The class xmlReader has a method, setFeature, for changing the settings of the parser configuration. To disable external entity process, you will need to insert a couple of calls to this method:

xmlReader.setFeature(featureName: String, Flag: boolean);
featureName is a URL referencing a specific feature for the parser. To figure out which feature name and flag to use for disabling the external entity, you can reference the article from apache.org on Setting Features for detailed information.

Approach (2): Permit access only if reference is on a white list

Turning off the external entity processing is a safe solution to our problem but lacks flexibility. There are cases where it might be appropriate to use an external entity, such as wanting to include the output of a program (specified in a URL) in your XML file.

As a result, we will use a white list to keep track of which files or URLs are OK to parse.

To try this second approach, go into the ApproachTwo folder:

$ cd /home/user/Desktop/EXERCISES/3.8.4_XML_Injections/Exercise_Two/Mitigation/ApproachTwo
You will modify the XML parser to compare the external entity reference with the with strings on your white list. If the external entity is on the white list, this entity will be parsed as normal. If it is not on the white list, then the parser will ignore that external entity.

There are seven files in the directory for this exercise:

Filename
Purpose
xmlParser.java
Contains is the same xmlParser that we used previously. Use this copy to edit and write your own code to mitigate the vulnerability.
Makefile
This Makefile is for you to compile your own version of the xmlParser.
passwd.xml
Used to test your mitigation. If it works, the confidential file /etc/passwd will not be parsed.
whiteListForXMLXXEAccess.txt
This file contains the list of strings that the xmlParser will allow to be used as external entities.
readable.xml
This file is used to test your mitigation.

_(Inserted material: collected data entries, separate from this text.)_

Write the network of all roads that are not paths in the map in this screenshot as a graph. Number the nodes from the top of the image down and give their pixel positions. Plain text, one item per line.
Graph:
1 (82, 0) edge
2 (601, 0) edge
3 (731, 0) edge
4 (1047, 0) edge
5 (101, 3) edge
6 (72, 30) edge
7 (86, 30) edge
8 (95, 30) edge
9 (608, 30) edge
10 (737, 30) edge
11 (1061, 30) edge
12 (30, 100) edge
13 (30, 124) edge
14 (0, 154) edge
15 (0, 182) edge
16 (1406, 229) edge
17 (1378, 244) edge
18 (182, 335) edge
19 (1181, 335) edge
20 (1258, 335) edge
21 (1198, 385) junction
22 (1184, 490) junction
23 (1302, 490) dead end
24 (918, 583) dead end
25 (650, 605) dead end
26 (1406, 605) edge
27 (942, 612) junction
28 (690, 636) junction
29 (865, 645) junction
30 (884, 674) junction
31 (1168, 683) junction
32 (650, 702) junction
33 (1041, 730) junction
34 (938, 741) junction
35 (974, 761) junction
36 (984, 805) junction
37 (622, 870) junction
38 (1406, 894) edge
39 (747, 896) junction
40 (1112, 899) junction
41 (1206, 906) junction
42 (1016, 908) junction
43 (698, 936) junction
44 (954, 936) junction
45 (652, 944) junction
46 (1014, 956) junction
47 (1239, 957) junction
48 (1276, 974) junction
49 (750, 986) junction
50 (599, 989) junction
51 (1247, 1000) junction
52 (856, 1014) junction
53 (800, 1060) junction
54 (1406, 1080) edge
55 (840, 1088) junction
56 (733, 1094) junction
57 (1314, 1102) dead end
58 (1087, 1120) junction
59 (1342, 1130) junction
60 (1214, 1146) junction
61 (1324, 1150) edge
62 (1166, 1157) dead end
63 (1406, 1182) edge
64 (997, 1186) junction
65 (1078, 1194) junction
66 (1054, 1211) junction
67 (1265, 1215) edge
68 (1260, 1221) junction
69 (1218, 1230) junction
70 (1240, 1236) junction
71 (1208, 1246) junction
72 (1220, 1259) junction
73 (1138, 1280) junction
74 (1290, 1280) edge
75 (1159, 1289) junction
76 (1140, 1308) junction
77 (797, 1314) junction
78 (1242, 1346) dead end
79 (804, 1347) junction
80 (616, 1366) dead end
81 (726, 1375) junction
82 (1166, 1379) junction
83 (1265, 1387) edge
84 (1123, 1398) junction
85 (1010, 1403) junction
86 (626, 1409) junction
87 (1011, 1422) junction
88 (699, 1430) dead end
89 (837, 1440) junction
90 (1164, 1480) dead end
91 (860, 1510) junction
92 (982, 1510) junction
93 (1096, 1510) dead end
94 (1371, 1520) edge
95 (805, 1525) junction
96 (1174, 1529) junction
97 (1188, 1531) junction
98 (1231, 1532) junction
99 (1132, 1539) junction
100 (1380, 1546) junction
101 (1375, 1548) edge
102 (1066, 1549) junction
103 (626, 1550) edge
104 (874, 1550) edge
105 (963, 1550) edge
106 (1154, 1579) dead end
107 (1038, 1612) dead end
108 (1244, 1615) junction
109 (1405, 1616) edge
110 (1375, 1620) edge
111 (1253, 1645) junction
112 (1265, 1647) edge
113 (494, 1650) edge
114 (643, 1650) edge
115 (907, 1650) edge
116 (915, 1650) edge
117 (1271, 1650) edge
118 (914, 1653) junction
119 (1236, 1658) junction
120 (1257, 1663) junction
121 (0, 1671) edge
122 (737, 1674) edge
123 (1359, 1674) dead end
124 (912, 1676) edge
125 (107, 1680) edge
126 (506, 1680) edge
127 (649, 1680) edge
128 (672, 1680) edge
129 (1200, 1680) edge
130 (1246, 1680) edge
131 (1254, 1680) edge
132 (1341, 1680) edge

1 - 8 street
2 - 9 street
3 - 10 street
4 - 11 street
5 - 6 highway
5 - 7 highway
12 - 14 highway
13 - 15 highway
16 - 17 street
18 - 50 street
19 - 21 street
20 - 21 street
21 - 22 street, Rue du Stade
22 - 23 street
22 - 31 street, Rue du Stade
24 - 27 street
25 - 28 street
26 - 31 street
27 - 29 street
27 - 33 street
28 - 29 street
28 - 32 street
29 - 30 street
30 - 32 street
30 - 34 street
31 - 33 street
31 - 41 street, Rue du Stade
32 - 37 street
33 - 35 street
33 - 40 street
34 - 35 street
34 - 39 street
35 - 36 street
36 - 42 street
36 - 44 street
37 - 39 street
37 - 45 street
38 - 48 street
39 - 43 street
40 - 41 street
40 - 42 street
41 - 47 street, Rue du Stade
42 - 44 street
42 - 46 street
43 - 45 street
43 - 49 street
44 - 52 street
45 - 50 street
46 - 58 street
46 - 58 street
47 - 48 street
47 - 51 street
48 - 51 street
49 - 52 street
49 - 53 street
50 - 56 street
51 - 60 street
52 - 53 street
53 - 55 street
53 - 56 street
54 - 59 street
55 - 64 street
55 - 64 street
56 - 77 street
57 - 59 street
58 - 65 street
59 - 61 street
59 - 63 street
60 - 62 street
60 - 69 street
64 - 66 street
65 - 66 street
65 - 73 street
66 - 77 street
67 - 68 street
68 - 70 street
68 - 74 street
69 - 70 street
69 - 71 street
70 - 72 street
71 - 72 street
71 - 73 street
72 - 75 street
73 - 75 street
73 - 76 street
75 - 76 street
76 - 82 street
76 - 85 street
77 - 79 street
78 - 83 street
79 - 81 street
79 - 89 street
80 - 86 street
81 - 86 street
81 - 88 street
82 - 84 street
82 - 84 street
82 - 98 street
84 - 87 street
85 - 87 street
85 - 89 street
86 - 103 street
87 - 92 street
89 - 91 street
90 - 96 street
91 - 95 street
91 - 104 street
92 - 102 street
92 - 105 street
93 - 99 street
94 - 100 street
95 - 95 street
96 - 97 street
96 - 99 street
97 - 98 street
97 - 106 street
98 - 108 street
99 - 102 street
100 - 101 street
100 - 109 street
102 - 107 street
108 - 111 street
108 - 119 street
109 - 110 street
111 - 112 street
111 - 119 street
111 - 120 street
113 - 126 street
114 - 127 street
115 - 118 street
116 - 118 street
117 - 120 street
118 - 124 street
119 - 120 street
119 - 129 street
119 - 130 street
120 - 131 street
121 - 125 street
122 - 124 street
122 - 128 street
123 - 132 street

If it works, the local file readableFile.txt will be parsed.
normalHtml.xml
This file is used to test your mitigation. If it works, the remote file normalHtml.xml will be parsed.
readableFile.txt
This file is on the white list. If your mitigation works, this file will be parsed.
To implement the mitigation add the line below in the main of xmlParser.java. That will allow your replacement resolveEntity method be called by the parser. That resolveEntity method is called every time that your parser finds an external entity.

xmlReader.setEntityResolver(new MyResolver());
Now you are ready to write our own resolver. Add in xmlParser.java:

class MyResolver implements EntityResolver{ public InputSource resolveEntity(String publicId, String systemId){ // // Your white list checking code goes here // } }
The parameter systemId is the external entity found by the XML parser. This is the string that you need to check.

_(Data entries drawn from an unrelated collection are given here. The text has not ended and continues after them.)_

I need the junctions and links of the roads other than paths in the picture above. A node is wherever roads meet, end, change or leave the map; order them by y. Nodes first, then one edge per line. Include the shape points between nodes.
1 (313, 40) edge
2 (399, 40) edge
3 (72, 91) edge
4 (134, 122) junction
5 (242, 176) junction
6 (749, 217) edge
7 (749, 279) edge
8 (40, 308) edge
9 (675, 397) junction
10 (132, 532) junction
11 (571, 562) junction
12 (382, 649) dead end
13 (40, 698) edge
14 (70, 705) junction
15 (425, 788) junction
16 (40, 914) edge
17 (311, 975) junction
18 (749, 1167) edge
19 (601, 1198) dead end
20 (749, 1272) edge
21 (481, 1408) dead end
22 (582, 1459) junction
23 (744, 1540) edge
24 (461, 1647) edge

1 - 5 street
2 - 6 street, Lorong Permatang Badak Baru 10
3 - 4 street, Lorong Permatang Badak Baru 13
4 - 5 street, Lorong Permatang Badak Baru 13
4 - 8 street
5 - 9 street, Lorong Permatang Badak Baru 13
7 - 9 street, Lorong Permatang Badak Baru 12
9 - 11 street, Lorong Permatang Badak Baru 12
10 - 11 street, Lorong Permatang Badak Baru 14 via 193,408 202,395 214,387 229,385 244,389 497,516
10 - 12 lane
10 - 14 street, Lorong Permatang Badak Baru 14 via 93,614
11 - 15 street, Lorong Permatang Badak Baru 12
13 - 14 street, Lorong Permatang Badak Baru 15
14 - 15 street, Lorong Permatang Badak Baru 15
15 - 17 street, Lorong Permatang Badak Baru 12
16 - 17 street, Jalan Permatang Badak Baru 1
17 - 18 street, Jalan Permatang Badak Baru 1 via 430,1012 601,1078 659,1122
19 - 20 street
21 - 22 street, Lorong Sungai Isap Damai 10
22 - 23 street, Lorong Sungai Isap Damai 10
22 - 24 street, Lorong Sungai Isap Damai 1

Your resolveEntity method must return null if the external entity was found on the white list. That means that the parser will expand it.

Your resolveEntity method must return something different than null (for example the empty string, "") if the entity was not found on the white list. That means that the parser will ignore that entity and continue with the parsing process.

Below is an example of returning an empty InputSource for the parser not to expand the external entity.

return new InputSource(new StringReader(""));
The white lists you will be using for this exercise will contain only absolute paths after the protocol header.

3. Delivery Instructions
You'll need to deliver a short report containing:

The mitigation code (well commented) for mitigating the first XML attack (long malformed XML input file).
For the above mitigation, the output produced by the system when trying to run the attack.
The code for the first mitigation for the XXE attack.
For the above mitigation, the output produced by the system when trying to run the attack.
The code for the second mitigation (white list) for the XXE attack.
For the above mitigation, the output produced by the system when trying to run the attack.
Explanations on the attacks and mitigations, and your conclusions.